From that metaphorical meaning of ‘term’, we have extended the meaning further to ‘terminate’ as a euphemism for ‘kill’ or ‘assassinate’. This use suggests a fate-oriented worldview: The victim’s life was preordained to end at that time, and the murderer was merely the tool that Fate used to accomplish its ends. It’s an extended metaphor that can still be consistent with the core meaning if you use it right.
But beyond that point, modern uses for ‘terminate’ become silly. The worst in my view is to call an abortion the ‘termination’ of a pregnancy: Pregnancies have well-defined terms of 40 weeks. An abortion by definition occurs at some time other than the end of the natural term.
Runner-up for worst use of ‘terminate’ is with employment. This might have made sense decades ago when workers could reasonably expect to stay with one company for their entire working lives. That would create a natural term of employment, which could then be terminated. But today few workers or employers have any idea how long they will stay together, so the idea of a term of employment is usually nonsense, and therefore terminating employment should also be nonsense. With most “terminations” of employment, no term has ended.

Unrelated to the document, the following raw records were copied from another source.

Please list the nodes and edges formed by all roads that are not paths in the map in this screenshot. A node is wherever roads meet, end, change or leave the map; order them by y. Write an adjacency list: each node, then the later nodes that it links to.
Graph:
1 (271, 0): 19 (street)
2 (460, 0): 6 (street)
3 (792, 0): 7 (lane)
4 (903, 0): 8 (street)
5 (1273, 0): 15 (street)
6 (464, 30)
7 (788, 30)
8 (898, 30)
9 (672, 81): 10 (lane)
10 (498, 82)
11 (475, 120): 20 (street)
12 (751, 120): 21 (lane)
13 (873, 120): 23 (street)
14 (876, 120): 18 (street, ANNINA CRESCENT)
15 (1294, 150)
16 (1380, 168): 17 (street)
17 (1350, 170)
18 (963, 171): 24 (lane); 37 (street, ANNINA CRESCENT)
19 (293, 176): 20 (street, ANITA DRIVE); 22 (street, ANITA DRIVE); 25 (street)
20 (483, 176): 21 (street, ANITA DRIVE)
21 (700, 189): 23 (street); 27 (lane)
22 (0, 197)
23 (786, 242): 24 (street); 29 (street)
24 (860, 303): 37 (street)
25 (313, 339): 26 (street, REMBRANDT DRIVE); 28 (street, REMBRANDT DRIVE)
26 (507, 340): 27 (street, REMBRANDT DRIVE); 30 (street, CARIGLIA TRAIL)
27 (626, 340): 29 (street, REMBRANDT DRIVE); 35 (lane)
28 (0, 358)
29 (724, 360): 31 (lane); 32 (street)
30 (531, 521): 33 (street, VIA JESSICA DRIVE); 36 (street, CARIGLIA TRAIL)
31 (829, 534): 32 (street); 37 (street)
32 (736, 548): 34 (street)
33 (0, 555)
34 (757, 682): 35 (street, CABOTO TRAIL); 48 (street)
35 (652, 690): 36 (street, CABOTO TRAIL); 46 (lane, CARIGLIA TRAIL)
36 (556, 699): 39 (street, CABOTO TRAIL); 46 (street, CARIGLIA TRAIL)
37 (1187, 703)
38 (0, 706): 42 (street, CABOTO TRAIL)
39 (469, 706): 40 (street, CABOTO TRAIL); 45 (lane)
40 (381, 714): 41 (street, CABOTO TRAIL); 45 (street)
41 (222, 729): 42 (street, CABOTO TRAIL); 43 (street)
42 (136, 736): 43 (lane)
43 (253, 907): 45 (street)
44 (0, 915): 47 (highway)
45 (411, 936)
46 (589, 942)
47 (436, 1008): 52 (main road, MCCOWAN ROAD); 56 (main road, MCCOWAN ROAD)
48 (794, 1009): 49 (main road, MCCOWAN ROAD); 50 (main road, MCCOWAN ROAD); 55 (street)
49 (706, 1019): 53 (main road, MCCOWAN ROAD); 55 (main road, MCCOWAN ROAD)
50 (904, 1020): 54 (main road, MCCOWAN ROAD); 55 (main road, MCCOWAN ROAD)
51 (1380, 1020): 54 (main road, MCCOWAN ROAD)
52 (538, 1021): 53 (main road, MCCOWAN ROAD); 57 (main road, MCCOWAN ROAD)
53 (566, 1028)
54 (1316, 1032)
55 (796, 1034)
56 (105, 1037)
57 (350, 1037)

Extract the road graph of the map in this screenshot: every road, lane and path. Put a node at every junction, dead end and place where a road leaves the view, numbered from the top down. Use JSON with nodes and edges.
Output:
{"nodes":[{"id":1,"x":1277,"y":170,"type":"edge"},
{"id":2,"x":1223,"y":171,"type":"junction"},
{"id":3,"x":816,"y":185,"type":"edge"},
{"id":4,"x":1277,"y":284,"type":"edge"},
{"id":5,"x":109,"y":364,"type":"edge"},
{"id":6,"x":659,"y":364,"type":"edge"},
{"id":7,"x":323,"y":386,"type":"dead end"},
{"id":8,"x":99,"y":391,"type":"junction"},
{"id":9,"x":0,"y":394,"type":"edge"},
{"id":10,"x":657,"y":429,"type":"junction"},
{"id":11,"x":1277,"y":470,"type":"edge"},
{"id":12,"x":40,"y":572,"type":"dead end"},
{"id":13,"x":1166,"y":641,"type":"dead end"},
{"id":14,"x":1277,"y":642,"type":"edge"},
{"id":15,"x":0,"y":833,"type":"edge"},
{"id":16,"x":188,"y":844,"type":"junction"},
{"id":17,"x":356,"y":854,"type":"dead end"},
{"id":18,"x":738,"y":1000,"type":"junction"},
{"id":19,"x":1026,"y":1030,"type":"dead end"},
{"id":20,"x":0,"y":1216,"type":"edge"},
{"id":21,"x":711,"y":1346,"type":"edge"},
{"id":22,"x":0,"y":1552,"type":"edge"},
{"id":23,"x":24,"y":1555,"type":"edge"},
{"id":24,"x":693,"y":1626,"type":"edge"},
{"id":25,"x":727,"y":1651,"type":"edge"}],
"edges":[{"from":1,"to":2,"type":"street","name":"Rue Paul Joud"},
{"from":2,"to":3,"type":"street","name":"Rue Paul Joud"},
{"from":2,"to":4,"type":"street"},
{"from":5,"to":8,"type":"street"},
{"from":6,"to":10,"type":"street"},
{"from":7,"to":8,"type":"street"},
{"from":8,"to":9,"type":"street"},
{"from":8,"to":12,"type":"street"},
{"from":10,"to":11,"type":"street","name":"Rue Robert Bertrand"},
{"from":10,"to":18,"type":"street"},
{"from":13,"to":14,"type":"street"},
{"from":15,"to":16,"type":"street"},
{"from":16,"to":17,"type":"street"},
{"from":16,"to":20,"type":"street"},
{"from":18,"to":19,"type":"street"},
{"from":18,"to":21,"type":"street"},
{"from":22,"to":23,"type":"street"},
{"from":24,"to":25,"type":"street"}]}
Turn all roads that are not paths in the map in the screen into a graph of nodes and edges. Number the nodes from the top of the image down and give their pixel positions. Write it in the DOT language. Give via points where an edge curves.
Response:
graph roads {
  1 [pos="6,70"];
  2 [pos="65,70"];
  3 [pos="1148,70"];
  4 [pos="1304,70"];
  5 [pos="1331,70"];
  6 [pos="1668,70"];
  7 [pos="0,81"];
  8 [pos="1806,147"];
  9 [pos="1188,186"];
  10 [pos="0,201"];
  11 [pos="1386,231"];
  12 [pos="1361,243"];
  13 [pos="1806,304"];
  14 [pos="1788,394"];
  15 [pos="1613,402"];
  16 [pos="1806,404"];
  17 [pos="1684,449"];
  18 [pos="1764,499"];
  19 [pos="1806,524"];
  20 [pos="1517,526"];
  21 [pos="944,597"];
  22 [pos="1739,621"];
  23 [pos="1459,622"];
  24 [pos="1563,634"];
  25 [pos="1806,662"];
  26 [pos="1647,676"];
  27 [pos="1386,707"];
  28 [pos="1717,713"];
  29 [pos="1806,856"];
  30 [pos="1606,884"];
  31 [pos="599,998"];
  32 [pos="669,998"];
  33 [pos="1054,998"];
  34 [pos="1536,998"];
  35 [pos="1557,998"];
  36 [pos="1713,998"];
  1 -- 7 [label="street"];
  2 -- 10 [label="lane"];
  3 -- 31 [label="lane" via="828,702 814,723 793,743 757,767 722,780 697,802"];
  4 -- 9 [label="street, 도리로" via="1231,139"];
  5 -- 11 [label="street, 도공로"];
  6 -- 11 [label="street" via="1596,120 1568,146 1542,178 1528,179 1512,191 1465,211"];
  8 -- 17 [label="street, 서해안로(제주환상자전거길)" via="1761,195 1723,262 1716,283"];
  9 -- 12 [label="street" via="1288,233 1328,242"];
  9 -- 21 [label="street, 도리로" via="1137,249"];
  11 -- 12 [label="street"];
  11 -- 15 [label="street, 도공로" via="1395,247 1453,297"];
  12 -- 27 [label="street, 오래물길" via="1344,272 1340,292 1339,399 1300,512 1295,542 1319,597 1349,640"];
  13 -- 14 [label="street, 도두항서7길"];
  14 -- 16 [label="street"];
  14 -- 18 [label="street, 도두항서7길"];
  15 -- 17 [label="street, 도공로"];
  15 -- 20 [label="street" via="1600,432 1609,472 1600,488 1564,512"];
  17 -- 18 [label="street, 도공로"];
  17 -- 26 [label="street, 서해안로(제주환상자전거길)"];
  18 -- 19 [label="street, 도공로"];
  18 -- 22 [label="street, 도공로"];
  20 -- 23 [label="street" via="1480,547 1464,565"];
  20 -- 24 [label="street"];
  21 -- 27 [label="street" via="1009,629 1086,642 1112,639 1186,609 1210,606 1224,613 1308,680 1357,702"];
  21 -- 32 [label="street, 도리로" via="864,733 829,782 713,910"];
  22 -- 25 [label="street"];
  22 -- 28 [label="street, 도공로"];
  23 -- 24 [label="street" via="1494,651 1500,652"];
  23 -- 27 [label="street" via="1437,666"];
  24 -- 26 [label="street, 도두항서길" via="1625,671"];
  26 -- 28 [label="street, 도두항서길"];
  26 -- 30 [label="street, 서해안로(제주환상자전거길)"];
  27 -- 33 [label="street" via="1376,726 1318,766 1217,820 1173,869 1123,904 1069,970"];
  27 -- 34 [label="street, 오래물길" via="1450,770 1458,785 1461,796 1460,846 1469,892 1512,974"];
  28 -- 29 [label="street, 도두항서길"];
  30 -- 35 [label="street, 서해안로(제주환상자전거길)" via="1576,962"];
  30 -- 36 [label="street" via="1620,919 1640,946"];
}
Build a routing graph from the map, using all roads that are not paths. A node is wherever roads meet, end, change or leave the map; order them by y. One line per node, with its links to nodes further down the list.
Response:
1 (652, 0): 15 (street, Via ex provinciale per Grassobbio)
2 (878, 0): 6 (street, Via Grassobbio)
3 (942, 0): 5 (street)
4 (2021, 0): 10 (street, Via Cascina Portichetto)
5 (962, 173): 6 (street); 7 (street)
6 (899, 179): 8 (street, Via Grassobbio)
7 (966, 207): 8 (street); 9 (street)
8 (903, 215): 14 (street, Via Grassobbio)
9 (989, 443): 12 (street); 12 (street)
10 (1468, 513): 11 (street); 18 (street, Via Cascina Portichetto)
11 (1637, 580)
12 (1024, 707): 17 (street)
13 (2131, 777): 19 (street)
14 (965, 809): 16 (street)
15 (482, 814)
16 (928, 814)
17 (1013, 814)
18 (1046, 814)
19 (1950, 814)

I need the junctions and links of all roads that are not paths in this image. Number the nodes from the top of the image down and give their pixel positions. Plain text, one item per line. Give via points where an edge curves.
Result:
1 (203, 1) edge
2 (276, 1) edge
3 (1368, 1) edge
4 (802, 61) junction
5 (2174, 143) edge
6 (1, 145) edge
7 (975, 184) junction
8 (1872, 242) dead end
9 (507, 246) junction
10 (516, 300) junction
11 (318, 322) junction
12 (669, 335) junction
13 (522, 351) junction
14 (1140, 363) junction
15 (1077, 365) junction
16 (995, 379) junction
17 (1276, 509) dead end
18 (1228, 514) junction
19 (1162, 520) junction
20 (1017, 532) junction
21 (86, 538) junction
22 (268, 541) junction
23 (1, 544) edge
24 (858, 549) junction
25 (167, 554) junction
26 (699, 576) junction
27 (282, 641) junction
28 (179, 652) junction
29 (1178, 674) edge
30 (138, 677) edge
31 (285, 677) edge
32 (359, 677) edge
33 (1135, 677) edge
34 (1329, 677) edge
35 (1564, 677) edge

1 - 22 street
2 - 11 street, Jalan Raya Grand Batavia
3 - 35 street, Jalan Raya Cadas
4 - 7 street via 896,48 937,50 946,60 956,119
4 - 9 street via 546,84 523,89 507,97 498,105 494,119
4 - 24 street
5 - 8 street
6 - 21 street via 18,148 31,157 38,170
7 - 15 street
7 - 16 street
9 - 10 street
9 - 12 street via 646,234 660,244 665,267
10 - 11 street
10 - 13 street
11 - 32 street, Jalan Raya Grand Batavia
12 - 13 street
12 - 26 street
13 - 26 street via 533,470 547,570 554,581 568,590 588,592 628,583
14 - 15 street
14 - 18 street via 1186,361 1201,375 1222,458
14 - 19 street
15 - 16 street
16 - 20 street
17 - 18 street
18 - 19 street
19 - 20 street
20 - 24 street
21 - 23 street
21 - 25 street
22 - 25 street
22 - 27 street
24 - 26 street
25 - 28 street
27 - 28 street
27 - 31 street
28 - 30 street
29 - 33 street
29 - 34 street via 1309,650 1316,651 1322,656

(The exception would be for an employee working under a contract. If the contract has a set term, such as the year-to-year employment contracts that I understand are common in academia, then it would make sense to say that the contract and resulting employment relationship terminated at the end of their stated term.)
A final problem with ‘terminate’ for ending someone’s employment is that the common syntax often makes the employee the verb’s object: “He has been terminated.” This is exceptionally clumsy usage, because it suggests the older meaning of termination as death. It leaves the question: Has the employee been killed, or merely fired? An attempt at euphemism ironically becomes far more threatening than a more direct word.
Abortion and employment are not the only areas where we hear ‘terminate’ used on something that doesn’t have a term. I will confess to having drafted contracts in which certain conditions (such as breach) led to termination of the contract before its stated term. In hindsight, some other verb would have worked better. But I’m not alone in my poor usage. Google points out that ‘terminate’ is very common in computer programming, where it describes the end of programs or processes that don’t have natural chronological terms. And beyond that it pops up in all sorts of circumstances to describe something that stops occurring or existing regardless of whether it has a natural term.
Bonus Word of the Day: Execute. Lawyers like to use this word to refer to signing legal documents. That usage is consistent with the word’s historical meaning of putting a command or plan into effect. The trouble is that the word is closely associated with the execution of court orders that certain convicted criminals be killed. That following or execution of a court order has become so closely associated with killing someone that many people have no idea that the word could mean anything else.
So here I give way to modernity. It may be etymologically accurate to ask someone to execute his last will and testament. But why add the stink of death to an already morbid conversation? I just ask them to sign.